Search Now

Recommendations

Sunday, September 09, 2007

Kaveri Seeds (IPO): Invest at Cut-off


Investors with a high-risk appetite can subscribe to the Initial Public Offering from Kaveri Seed Company, a producer of hybrid seeds. Long presence in the Indian market, a healthy product pipeline focussed on cash crops such as corn and sunflower and attractive growth prospects for the hybrid seeds business make this offer a reasonable investment.

However, the relatively stiff pricing and the possibility of cyclical and seasonal blips in earnings, suggest that the investment be considered only by those with a high risk appetite.

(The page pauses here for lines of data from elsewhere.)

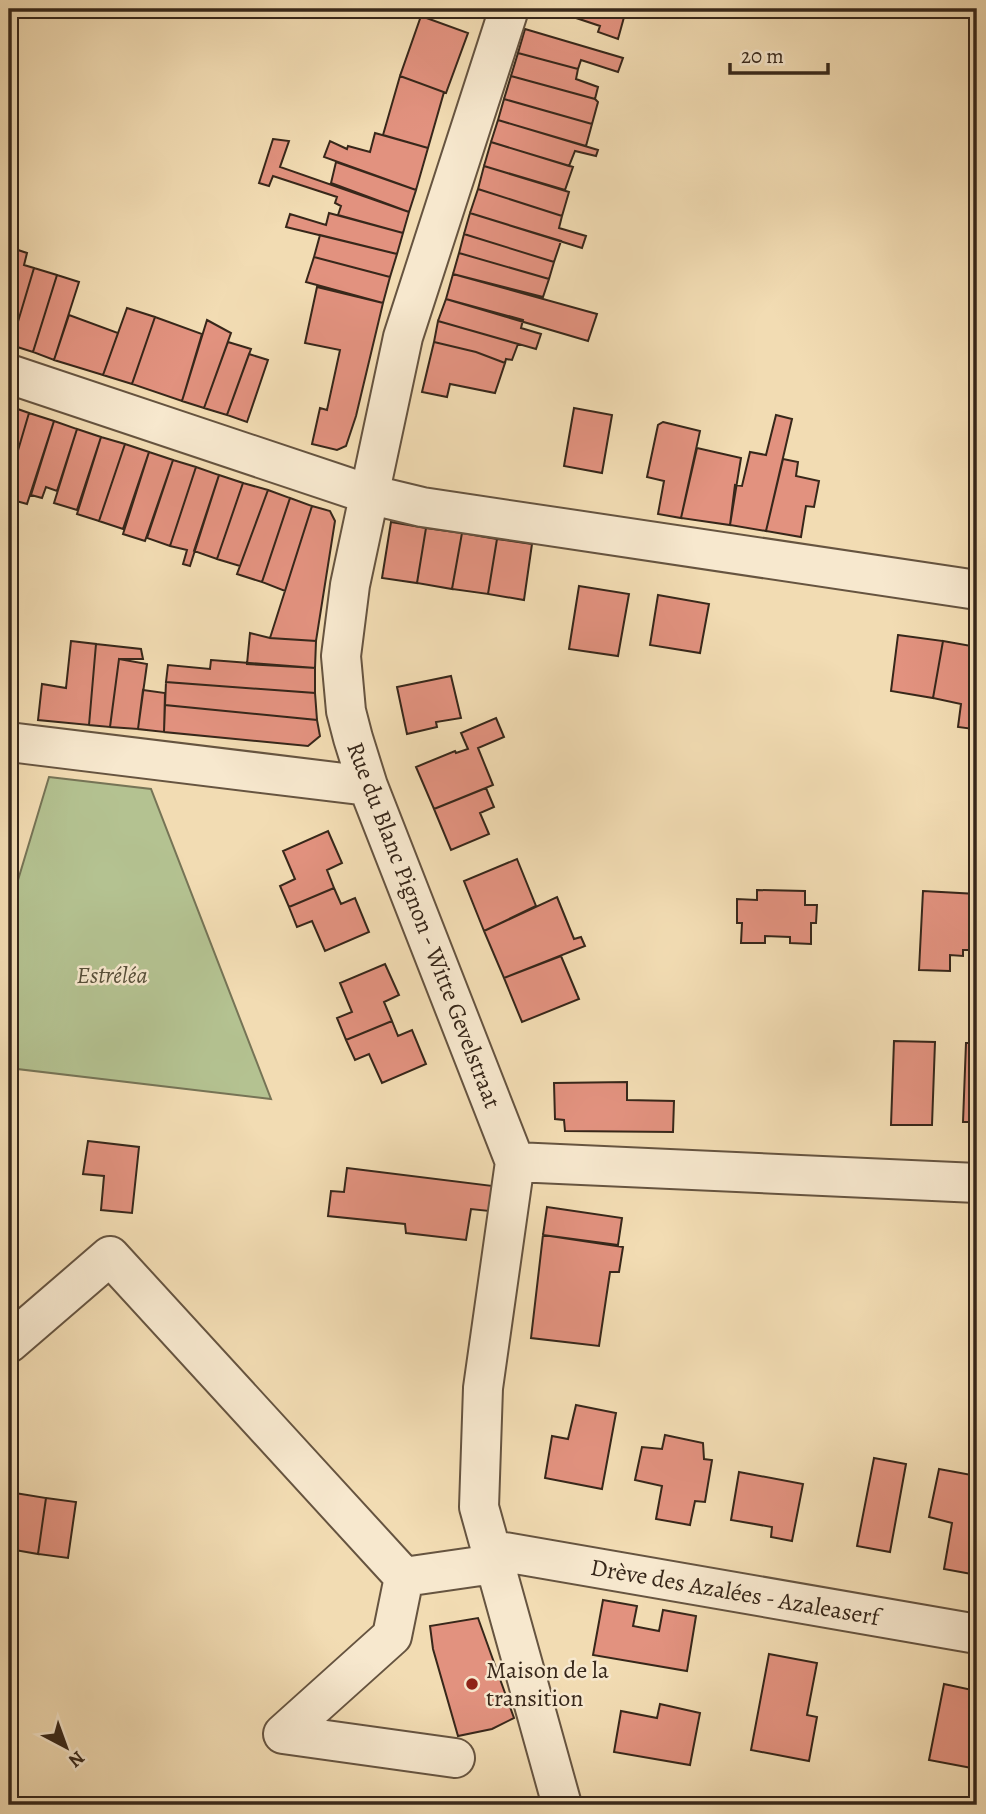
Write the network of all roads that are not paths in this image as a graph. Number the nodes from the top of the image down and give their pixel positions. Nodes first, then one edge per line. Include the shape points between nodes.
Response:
1 (509, 9) edge
2 (9, 374) edge
3 (368, 494) junction
4 (977, 590) edge
5 (9, 742) edge
6 (368, 786) junction
7 (515, 1162) junction
8 (977, 1183) edge
9 (9, 1343) edge
10 (494, 1557) junction
11 (404, 1577) junction
12 (977, 1634) edge
13 (455, 1758) dead end
14 (562, 1805) edge

1 - 3 street, Rue du Blanc Pignon - Witte Gevelstraat via 403,337
2 - 3 street
3 - 4 street via 422,507
3 - 6 street, Rue du Blanc Pignon - Witte Gevelstraat via 341,656 346,711
5 - 6 street
6 - 7 street, Rue du Blanc Pignon - Witte Gevelstraat
7 - 8 street
7 - 10 street, Rue du Blanc Pignon - Witte Gevelstraat via 483,1388 479,1507
9 - 11 street via 110,1256
10 - 11 street
10 - 12 street, Drève des Azalées - Azaleaserf
10 - 14 street, Rue du Blanc Pignon - Witte Gevelstraat
11 - 13 street via 392,1636 283,1734

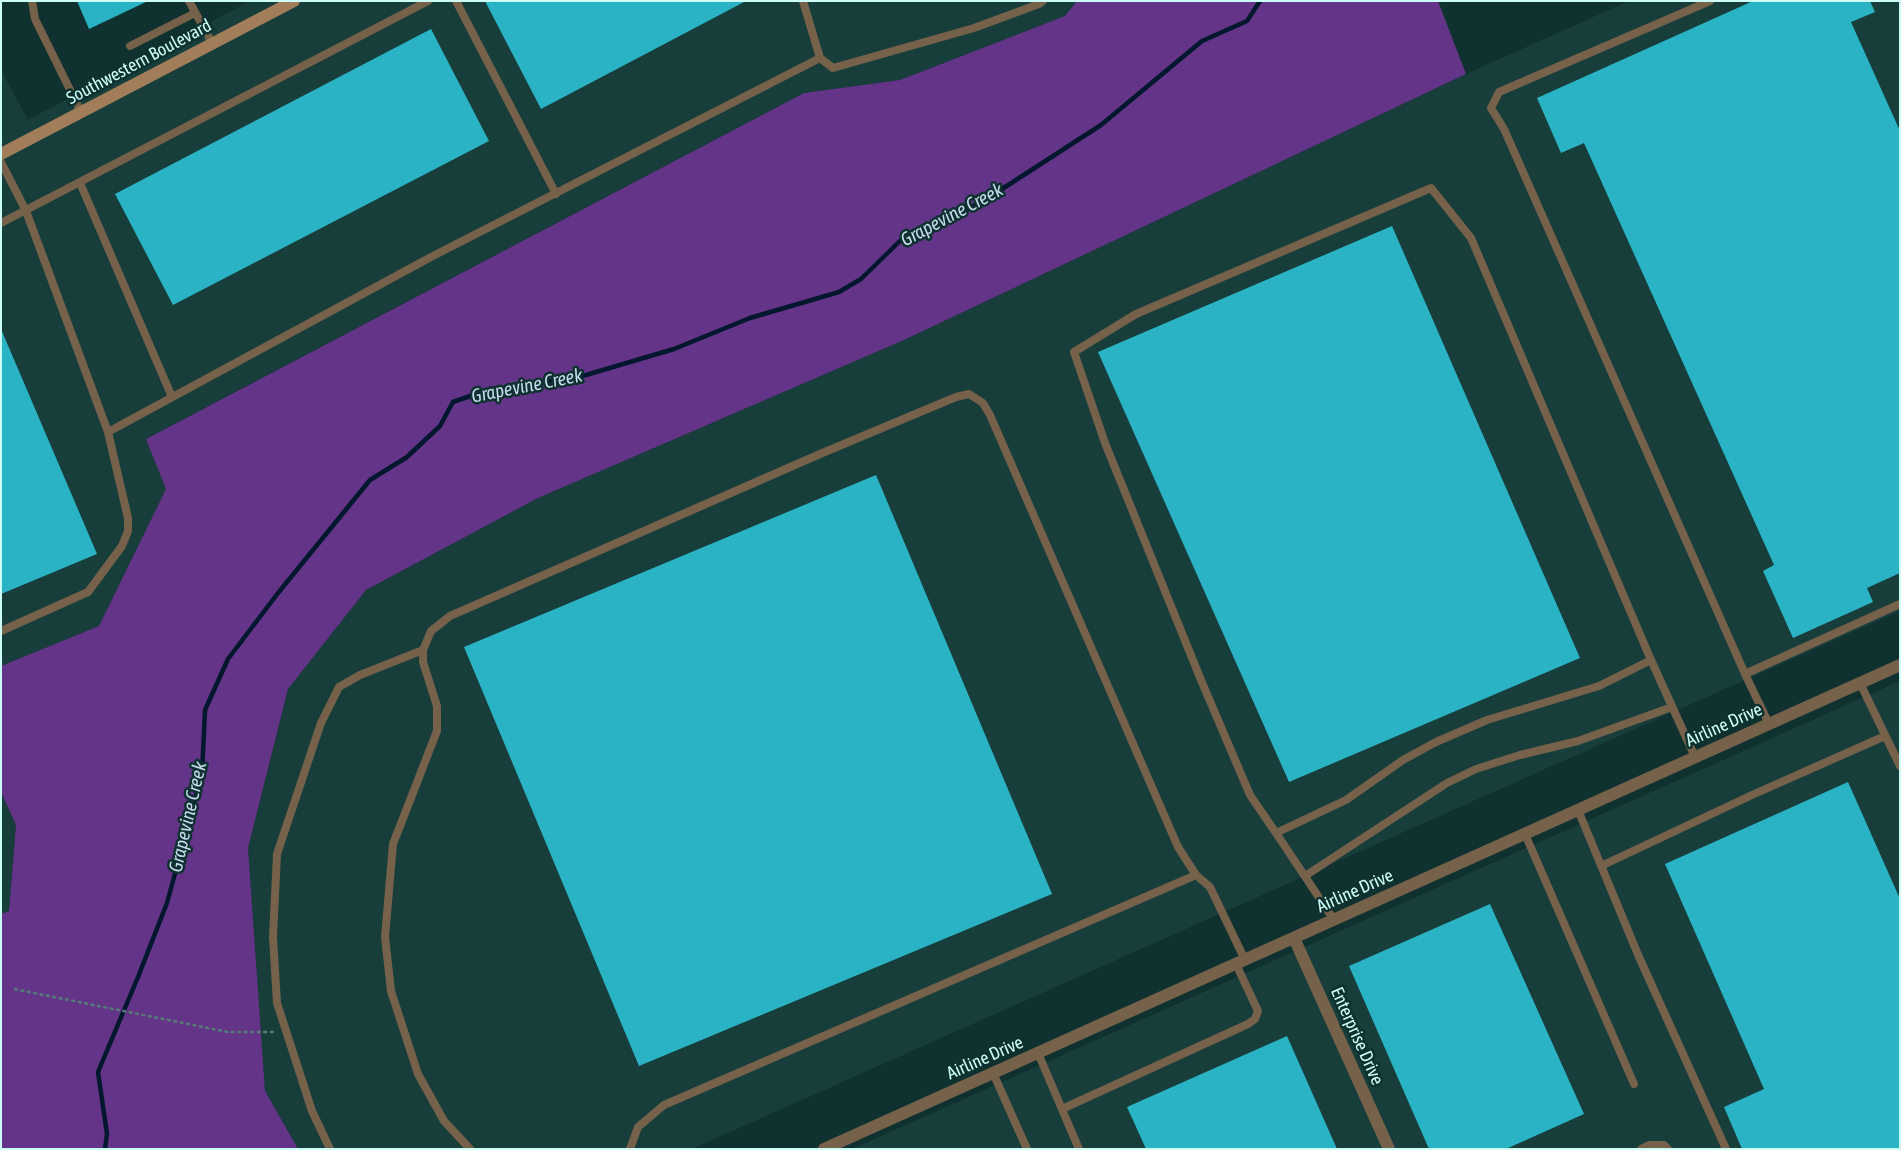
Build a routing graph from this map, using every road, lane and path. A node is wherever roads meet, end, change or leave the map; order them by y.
1 (32, 1) edge
2 (189, 1) edge
3 (294, 1) edge
4 (428, 1) edge
5 (456, 1) edge
6 (803, 1) edge
7 (1043, 1) edge
8 (1710, 1) edge
9 (279, 4) edge
10 (195, 13) junction
11 (212, 43) junction
12 (130, 46) dead end
13 (820, 58) junction
14 (80, 112) junction
15 (1, 154) edge
16 (1, 162) edge
17 (80, 182) junction
18 (556, 194) junction
19 (26, 210) junction
20 (1, 223) edge
21 (172, 398) junction
22 (108, 432) junction
23 (1900, 604) edge
24 (1, 631) edge
25 (422, 650) junction
26 (1651, 660) junction
27 (1900, 665) edge
28 (1745, 674) junction
29 (1860, 683) junction
30 (1672, 707) junction
31 (1769, 724) junction
32 (1885, 736) junction
33 (1695, 757) junction
34 (1900, 766) edge
35 (1578, 810) junction
36 (1276, 834) junction
37 (1524, 834) junction
38 (1601, 866) junction
39 (1196, 875) junction
40 (1305, 876) junction
41 (1334, 920) junction
42 (1294, 938) junction
43 (1240, 962) junction
44 (14, 989) dead end
45 (285, 1032) junction
46 (1038, 1053) junction
47 (993, 1073) junction
48 (1634, 1084) dead end
49 (1062, 1109) junction
50 (330, 1149) edge
51 (470, 1149) edge
52 (630, 1149) edge
53 (824, 1149) edge
54 (1026, 1149) edge
55 (1079, 1149) edge
56 (1389, 1149) edge
57 (1641, 1149) edge
58 (1668, 1149) edge
59 (1726, 1149) edge

1 - 14 lane
2 - 10 lane
3 - 9 street, Southwestern Boulevard
4 - 17 lane
5 - 18 lane
6 - 13 lane
7 - 13 lane
8 - 28 lane
9 - 11 street, Southwestern Boulevard
10 - 11 lane
10 - 12 lane
11 - 14 street, Southwestern Boulevard
13 - 18 lane
14 - 15 street, Southwestern Boulevard
16 - 19 lane
17 - 19 lane
17 - 21 lane
18 - 21 lane
19 - 20 lane
19 - 22 lane
21 - 22 lane
22 - 24 lane
23 - 28 lane
25 - 39 lane
25 - 45 lane
25 - 51 lane
26 - 30 lane
26 - 36 lane
26 - 36 lane
27 - 29 street, Airline Drive
28 - 31 lane
29 - 31 street, Airline Drive
29 - 32 lane
30 - 33 lane
30 - 40 lane
31 - 33 street, Airline Drive
32 - 34 lane
32 - 38 lane
33 - 35 street, Airline Drive
35 - 37 street, Airline Drive
35 - 38 lane
36 - 40 lane
37 - 41 street, Airline Drive
37 - 48 lane
38 - 59 lane
39 - 43 lane
39 - 52 lane
40 - 41 lane
41 - 42 street, Airline Drive
42 - 43 street, Airline Drive
42 - 56 street, Enterprise Drive
43 - 46 street, Airline Drive
43 - 49 lane
44 - 45 path
45 - 50 lane
46 - 47 street, Airline Drive
46 - 49 lane
47 - 53 street, Airline Drive
47 - 54 lane
49 - 55 lane
57 - 58 lane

The offer is being made in the price band of Rs 150-170. At Rs 170, the offer price would discount the company’s foward earnings (estimated FY-08) by about 16 times, on the post-offer equity base. Though the company may be able to deliver to the growth expectations reflected in these valuations, the pricing appears expensive in relation to listed players in the agri-inputs space. This may cap short term gains in the stock, especially under current market conditions.

Seeds market

The Indian market for hybrid seeds has seen annual growth rate of 12-15 per cent. Certain segments have grown at a faster clip, as good yield performance from certain hybrids and the rising prices for commercial crops have contributed to rapid adoption of hybrid seeds.

The acreage under Bt Cotton, a bollworm-resistant genetically modified seed has, for instance, risen from 6 to 39 per cent of the total planted area over the past three years.

Adoption of hybrids has also been high in the case of corn at about 40 per cent of planted area. While hybrid seeds have made significant inroads into the southern states, there exists potential for penetration of the northern markets. The attractive growth potential has, in fact, prompted multinationals such as Monsanto and Syngenta to enter the domestic seeds business.

The seeds business however, carries fairly high entry barriers and therefore supports relatively few established players. Apart from R&D capabilities, production of hybrid seeds calls for access to proprietary germplasm (the genetic feedstock for creating hybrid seeds) with the required traits (qualities such as higher yields, pest resistance and drought tolerance ).

Development of each hybrid strain also requires a fairly long gestation period, usually 4 to 6 years. Hybrid strains with desirable traits command a significant pricing premium in the market.

Product pipeline

Kaveri Seeds, has a healthy product pipeline, with 40 certified hybrids in its portfolio and a few more paddy and horticultural strains under development. Kaveri’s portfolio is now tilted towards corn and sunflower hybrids, some of which command prices that are on par with the brands sold by multinational competitors.

Demand prospects for both these crops appear bright given the growing domestic deficit in sunflower oil, rising demand for corn from the biofuel and food industries and the firm price outlook for both agro products.

Supplementing its portfolio, Kaveri Seeds also has sub-licensing arrangements with Mahyco Monsanto Biotech and JK Agrigenetics for insect-resistant cottonseeds; commercial launch of its Bt cotton strain, Encounter, is slated for later this year.

The company has an established dealer network in Karnataka, Tamil Nadu, Maharashtra and Andhra Pradesh, but is attempting to expand into the northern and western markets which are under-penetrated.

The company’s net sales have witnessed a significant increase from Rs 39 crore to Rs 66 crore over the past four years; profits rose from less than Rs 1 crore to Rs 10.5 crore over the same period.

A ramp up in operating profit margins (due to product launches and backward integration into foundation seeds) and the merger of a group company have both contributed to a sharp improvement in financials.

Recent numbers may be more indicative of sustainable earnings prospects for the company. The company’s per share earnings for FY-07 stood at Rs 10.85 on the pre-offer equity base and at Rs 7.7 adjusted for the offer.

Offer details: The offer, which seeks to raise Rs 60-68 crore at the two ends of the price band, will mainly fund acquisition of farmland for seed research and production, setting up of marketing offices and expansion of seed proce ssing facilities. It closes on September 11.